Top of Dataset extract
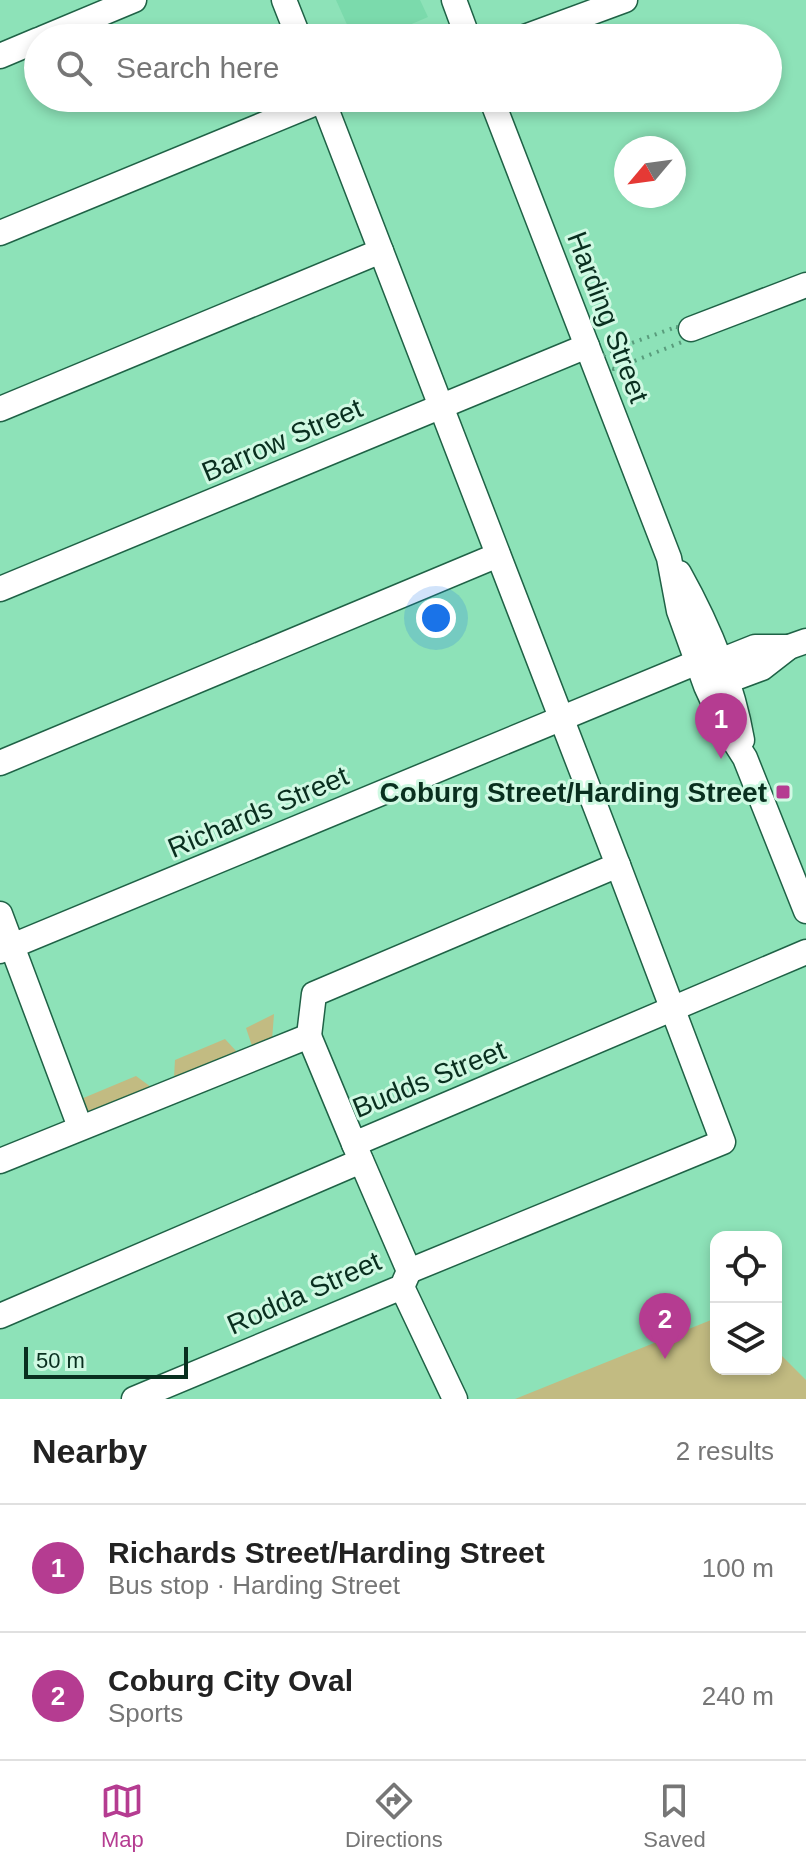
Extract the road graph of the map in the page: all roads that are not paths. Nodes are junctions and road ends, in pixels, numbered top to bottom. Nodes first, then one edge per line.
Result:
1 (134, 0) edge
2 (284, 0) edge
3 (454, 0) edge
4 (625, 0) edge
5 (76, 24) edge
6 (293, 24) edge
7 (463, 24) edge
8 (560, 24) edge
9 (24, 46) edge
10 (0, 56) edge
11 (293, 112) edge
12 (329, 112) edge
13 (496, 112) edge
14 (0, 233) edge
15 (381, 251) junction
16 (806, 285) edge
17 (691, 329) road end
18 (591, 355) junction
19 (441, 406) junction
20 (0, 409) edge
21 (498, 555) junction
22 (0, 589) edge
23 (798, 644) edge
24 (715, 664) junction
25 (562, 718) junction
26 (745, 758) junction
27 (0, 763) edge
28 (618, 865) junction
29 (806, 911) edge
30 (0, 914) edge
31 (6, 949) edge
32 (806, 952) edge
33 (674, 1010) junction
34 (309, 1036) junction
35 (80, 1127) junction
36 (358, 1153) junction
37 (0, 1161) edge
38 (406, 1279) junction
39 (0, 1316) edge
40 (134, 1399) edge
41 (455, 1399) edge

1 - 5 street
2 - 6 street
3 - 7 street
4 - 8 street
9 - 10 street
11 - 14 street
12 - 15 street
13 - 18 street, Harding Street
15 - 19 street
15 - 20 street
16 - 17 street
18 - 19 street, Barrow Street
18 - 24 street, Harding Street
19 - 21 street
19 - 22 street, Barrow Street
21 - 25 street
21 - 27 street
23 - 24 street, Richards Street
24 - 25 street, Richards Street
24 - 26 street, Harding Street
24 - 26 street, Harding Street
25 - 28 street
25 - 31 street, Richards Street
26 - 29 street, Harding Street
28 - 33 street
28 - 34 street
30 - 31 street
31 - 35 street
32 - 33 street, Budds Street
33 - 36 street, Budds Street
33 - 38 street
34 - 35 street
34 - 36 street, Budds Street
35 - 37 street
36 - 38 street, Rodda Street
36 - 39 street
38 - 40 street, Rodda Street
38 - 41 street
Bottom of Dataset extract
What the task requires
Go through the entries above and report each line with the string "Harding" in it.

Output below
13 - 18 street, Harding Street
18 - 24 street, Harding Street
24 - 26 street, Harding Street
24 - 26 street, Harding Street
26 - 29 street, Harding Street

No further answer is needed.